Doch viele Ensembles werden zum Glück selbst aktiv. In Köln zum Beispiel veranstalten die Gruppen hand werk und Garage eigene, öffentlich geförderte Konzertreihen, bei denen sie ihre eigenen Ideen verwirklichen können. Bis ein Ensemble sich solch ein Format leisten kann, vergehen jedoch viele Jahre, und der Aufwand ist entsprechend groß. Aber es lohnt sich. Und denjenigen, die noch am Anfang ihrer Karriere stehen, denen müssen Veranstalter und Förderer immer wieder Gelegenheit geben, sich auf diese Weise auszuprobieren und selbst zu finden. Nur so erhalten wir ein lebendiges Konzertleben.

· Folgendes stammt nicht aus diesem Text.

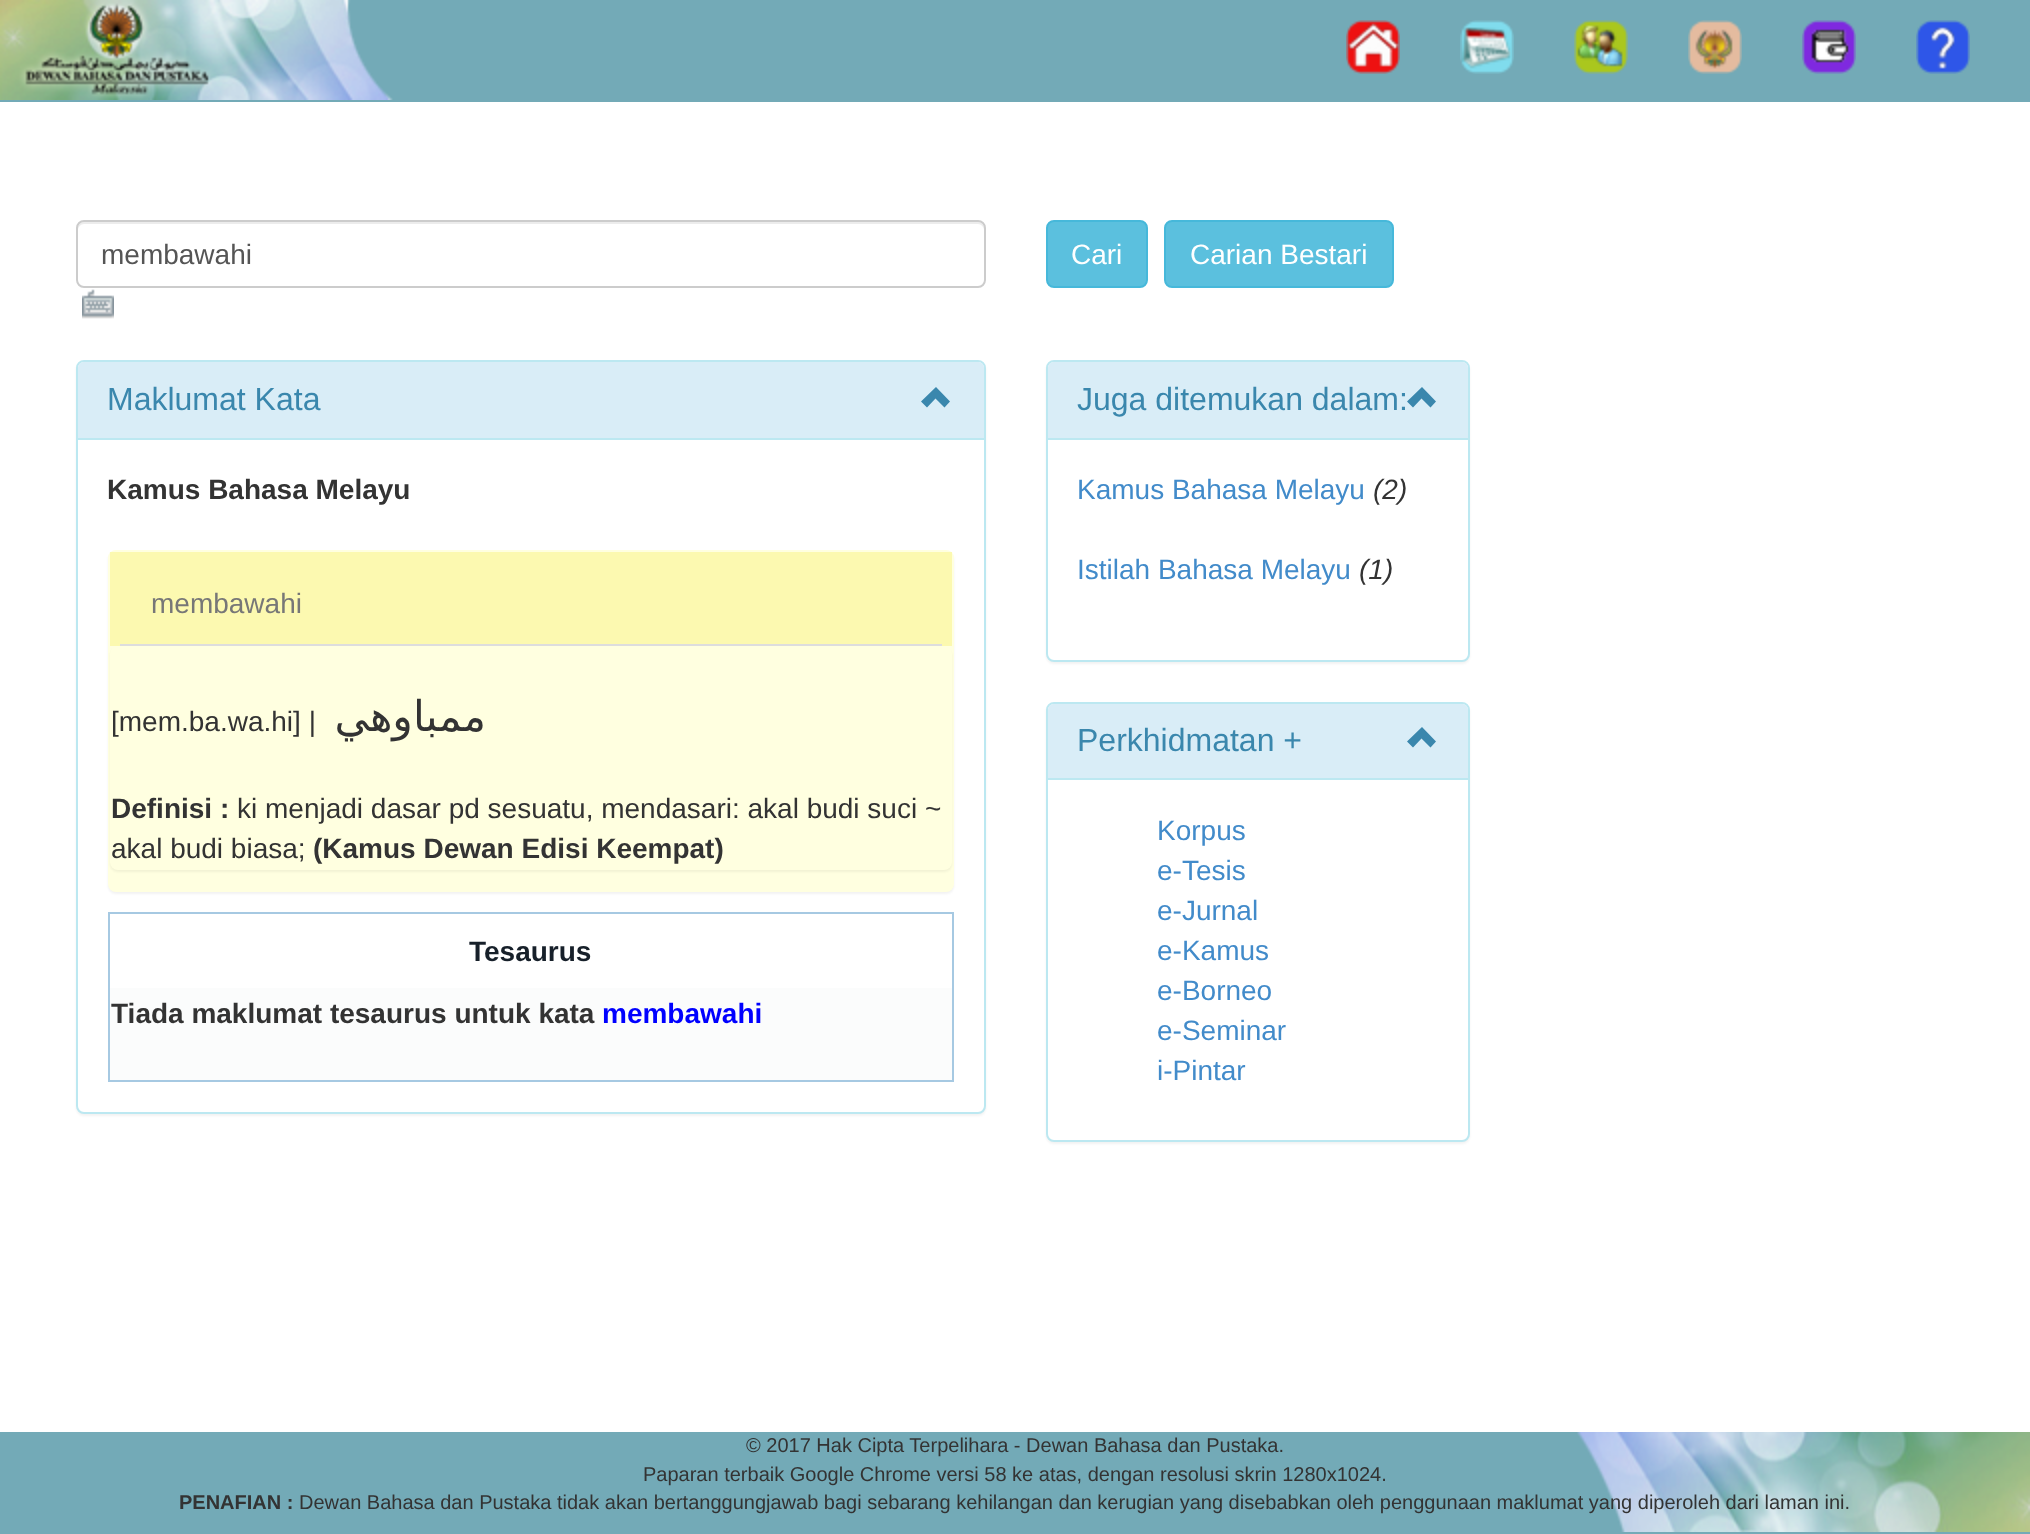 <svg xmlns="http://www.w3.org/2000/svg" width="2030" height="1534" viewBox="0 0 2030 1534">
  <defs>
    <filter id="blur1" x="-50%" y="-200%" width="200%" height="500%"><feGaussianBlur stdDeviation="1"/></filter>
  </defs>
  <rect width="100%" height="100%" fill="#ffffff"/>
  <rect x="0" y="0" width="2030" height="102" fill="#73aab7"/>
  <image x="0" y="0" width="393" height="100" href="img1.png"/>
  <image x="1346" y="20" width="54" height="54" href="img2.png"/>
  <image x="1460" y="20" width="54" height="54" href="img3.png"/>
  <image x="1574" y="20" width="54" height="54" href="img4.png"/>
  <image x="1688" y="20" width="54" height="54" href="img5.png"/>
  <image x="1802" y="20" width="54" height="54" href="img6.png"/>
  <image x="1916" y="20" width="54" height="54" href="img7.png"/>
  <path d="M84 224H978C981 224 984 227 984 230V228C984 225 981 222 978 222H84C81 222 78 225 78 228V230C78 227 81 224 84 224Z" fill="#ececec"/>
  <rect x="77" y="221" width="908" height="66" rx="7" fill="none" stroke="#cccccc" stroke-width="2"/>
  <text x="101" y="264" font-family="Liberation Sans" font-size="28" fill="#555555">membawahi</text>
  <image x="82" y="289" width="32" height="30" href="img8.png"/>
  <rect x="1047" y="221" width="100" height="66" rx="7" fill="#5bc0de" stroke="#46b8da" stroke-width="2"/>
  <text x="1071" y="264" font-family="Liberation Sans" font-size="28" fill="#ffffff">Cari</text>
  <rect x="1165" y="221" width="228" height="66" rx="7" fill="#5bc0de" stroke="#46b8da" stroke-width="2"/>
  <text x="1190" y="264" font-family="Liberation Sans" font-size="28" fill="#ffffff">Carian Bestari</text>
  <rect x="76" y="362" width="910" height="754" rx="8" fill="#000000" fill-opacity="0.05" filter="url(#blur1)"/>
  <rect x="77" y="361" width="908" height="752" rx="7" fill="#ffffff" stroke="#bce8f1" stroke-width="2"/>
  <path d="M84 362H978C981.5 362 984 364.5 984 368V440H78V368C78 364.5 80.5 362 84 362Z" fill="#d9edf7"/>
  <rect x="78" y="438" width="906" height="2" fill="#bce8f1"/>
  <text x="107" y="410" font-family="Liberation Sans" font-size="32" fill="#3a87ad">Maklumat Kata</text>
  <path d="M944.5 407.5L950 401.5L936 387L921 401.5L927 407.5L935.5 398.5Z" fill="#3a87ad"/>
  <text x="107" y="499" font-family="Liberation Sans" font-size="28" font-weight="bold" fill="#333333">Kamus Bahasa Melayu</text>
  <rect x="108" y="552" width="846" height="342" rx="8" fill="#000000" fill-opacity="0.05" filter="url(#blur1)"/>
  <rect x="108" y="550" width="846" height="342" rx="8" fill="#ffffe0"/>
  <rect x="110" y="552" width="842" height="94" fill="#fcf9b0"/>
  <rect x="120" y="644" width="822" height="2" fill="#dddddd"/>
  <text x="151" y="613" font-family="Liberation Sans" font-size="28" fill="#777777">membawahi</text>
  <rect x="110" y="648" width="842" height="224" rx="8" fill="#000000" fill-opacity="0.05" filter="url(#blur1)"/>
  <rect x="110" y="646" width="842" height="224" rx="8" fill="#ffffe0"/>
  <text x="111" y="731" font-family="Liberation Sans" font-size="28" fill="#333333">[mem.ba.wa.hi] |</text>
  <text x="486" y="731" font-family="DejaVu Sans" font-size="42.5" direction="rtl" fill="#333333">ممباوهي</text>
  <text x="111" y="818" font-family="Liberation Sans" font-size="28" font-weight="bold" fill="#333333">Definisi :</text>
  <text x="237" y="818" font-family="Liberation Sans" font-size="28" fill="#333333">ki menjadi dasar pd sesuatu, mendasari: akal budi suci ~</text>
  <text x="111" y="858" font-family="Liberation Sans" font-size="28" fill="#333333">akal budi biasa;</text>
  <text x="313" y="858" font-family="Liberation Sans" font-size="28" font-weight="bold" fill="#333333">(Kamus Dewan Edisi Keempat)</text>
  <rect x="108" y="912" width="846" height="2" fill="#a6c9e2"/>
  <rect x="952" y="912" width="2" height="170" fill="#a6c9e2"/>
  <rect x="108" y="1080" width="846" height="2" fill="#a6c9e2"/>
  <rect x="108" y="988" width="844" height="4" fill="#fbfcfc"/>
  <rect x="108" y="912" width="2" height="170" fill="#a6c9e2"/>
  <text x="469" y="961" font-family="Liberation Sans" font-size="28" font-weight="bold" fill="#17202a">Tesaurus</text>
  <rect x="110" y="992" width="842" height="88" fill="#fbfcfc"/>
  <text x="111" y="1023" font-family="Liberation Sans" font-size="28" font-weight="bold" fill="#333333">Tiada maklumat tesaurus untuk kata</text>
  <text x="602" y="1023" font-family="Liberation Sans" font-size="28" font-weight="bold" fill="#0000ff">membawahi</text>
  <rect x="1046" y="362" width="424" height="302" rx="8" fill="#000000" fill-opacity="0.05" filter="url(#blur1)"/>
  <rect x="1047" y="361" width="422" height="300" rx="7" fill="#ffffff" stroke="#bce8f1" stroke-width="2"/>
  <path d="M1054 362H1462C1465.5 362 1468 364.5 1468 368V440H1048V368C1048 364.5 1050.5 362 1054 362Z" fill="#d9edf7"/>
  <rect x="1048" y="438" width="420" height="2" fill="#bce8f1"/>
  <text x="1077" y="410" font-family="Liberation Sans" font-size="32" fill="#3a87ad">Juga ditemukan dalam:</text>
  <path d="M1430.5 407.5L1436 401.5L1422 387L1407 401.5L1413 407.5L1421.5 398.5Z" fill="#3a87ad"/>
  <text x="1077" y="499" font-family="Liberation Sans" font-size="28" fill="#428bca">Kamus Bahasa Melayu</text>
  <text x="1373" y="499" font-family="Liberation Sans" font-size="28" font-style="italic" fill="#333333">(2)</text>
  <text x="1077" y="579" font-family="Liberation Sans" font-size="28" fill="#428bca">Istilah Bahasa Melayu</text>
  <text x="1359" y="579" font-family="Liberation Sans" font-size="28" font-style="italic" fill="#333333">(1)</text>
  <rect x="1046" y="704" width="424" height="440" rx="8" fill="#000000" fill-opacity="0.05" filter="url(#blur1)"/>
  <rect x="1047" y="703" width="422" height="438" rx="7" fill="#ffffff" stroke="#bce8f1" stroke-width="2"/>
  <path d="M1054 704H1462C1465.5 704 1468 706.5 1468 710V780H1048V710C1048 706.5 1050.5 704 1054 704Z" fill="#d9edf7"/>
  <rect x="1048" y="778" width="420" height="2" fill="#bce8f1"/>
  <text x="1077" y="751" font-family="Liberation Sans" font-size="32" fill="#3a87ad">Perkhidmatan +</text>
  <path d="M1430.5 747.5L1436 741.5L1422 727L1407 741.5L1413 747.5L1421.5 738.5Z" fill="#3a87ad"/>
  <text x="1157" y="840" font-family="Liberation Sans" font-size="28" fill="#428bca">Korpus</text>
  <text x="1157" y="880" font-family="Liberation Sans" font-size="28" fill="#428bca">e-Tesis</text>
  <text x="1157" y="920" font-family="Liberation Sans" font-size="28" fill="#428bca">e-Jurnal</text>
  <text x="1157" y="960" font-family="Liberation Sans" font-size="28" fill="#428bca">e-Kamus</text>
  <text x="1157" y="1000" font-family="Liberation Sans" font-size="28" fill="#428bca">e-Borneo</text>
  <text x="1157" y="1040" font-family="Liberation Sans" font-size="28" fill="#428bca">e-Seminar</text>
  <text x="1157" y="1080" font-family="Liberation Sans" font-size="28" fill="#428bca">i-Pintar</text>
  <rect x="0" y="1432" width="2030" height="102" fill="#73aab7"/>
  <image x="1577" y="1432" width="453" height="100" href="img9.png"/>
  <text x="746" y="1452" font-family="Liberation Sans" font-size="20" fill="#333333">© 2017 Hak Cipta Terpelihara - Dewan Bahasa dan Pustaka.</text>
  <text x="643" y="1481" font-family="Liberation Sans" font-size="20" fill="#333333">Paparan terbaik Google Chrome versi 58 ke atas, dengan resolusi skrin 1280x1024.</text>
  <text x="179" y="1509" font-family="Liberation Sans" font-size="20" font-weight="bold" fill="#333333">PENAFIAN :</text>
  <text x="299" y="1509" font-family="Liberation Sans" font-size="20" fill="#333333">Dewan Bahasa dan Pustaka tidak akan bertanggungjawab bagi sebarang kehilangan dan kerugian yang disebabkan oleh penggunaan maklumat yang diperoleh dari laman ini.</text>
</svg>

Unausweichlich bleibt ein Corona-Addendum: In einer Zeit, in der Kultur so gut wie überhaupt nicht stattfinden kann, mutet es bizarr an, über den Sinn und Unsinn von Festivals zu schreiben. Der Kern- und Grundgedanke des persönlichen Miteinanders, des Kontakts zwischen Publi­kum und Künstlerinnen, das Eintauchen in unterschiedliche Orte und Konstellationen – all das konterkariert die geltenden Verordnungen von Kontaktbeschränkungen und Abstandsregeln. Die Festivals fielen als erste dem Veranstaltungsverbot zum Opfer, und die Festivals werden auch die letzten sein, die ihren Weg wieder zurück ins Konzertleben finden. Das ist traurig, denn die Menschen sehnen sich in der derzeitigen Situation nach Austausch, Zusammenkünften, gemeinsamem Erleben, wie es sich im Festivalgedanken eins zu eins wiederfindet. Es werden zunächst die kleinen Formate sein, mit denen wir wieder zurück ins Leben und an die Öffentlichkeit gehen, bis Schritt für Schritt die größeren wieder erklommen werden können. Deshalb ist diese Beleuchtung des Festivalthemas am Ende doch eine Liebeserklärung an ebendiese Veranstaltungsform, denn ohne sie geht es nun einmal nicht. Unsere Kulturlandschaft in ihrer Diversität und Heterogenität zu erhalten, ist die große Aufgabe, die jetzt vor uns liegt.

Der Autor ist Geschäftsführer von ON – Neue Musik Köln.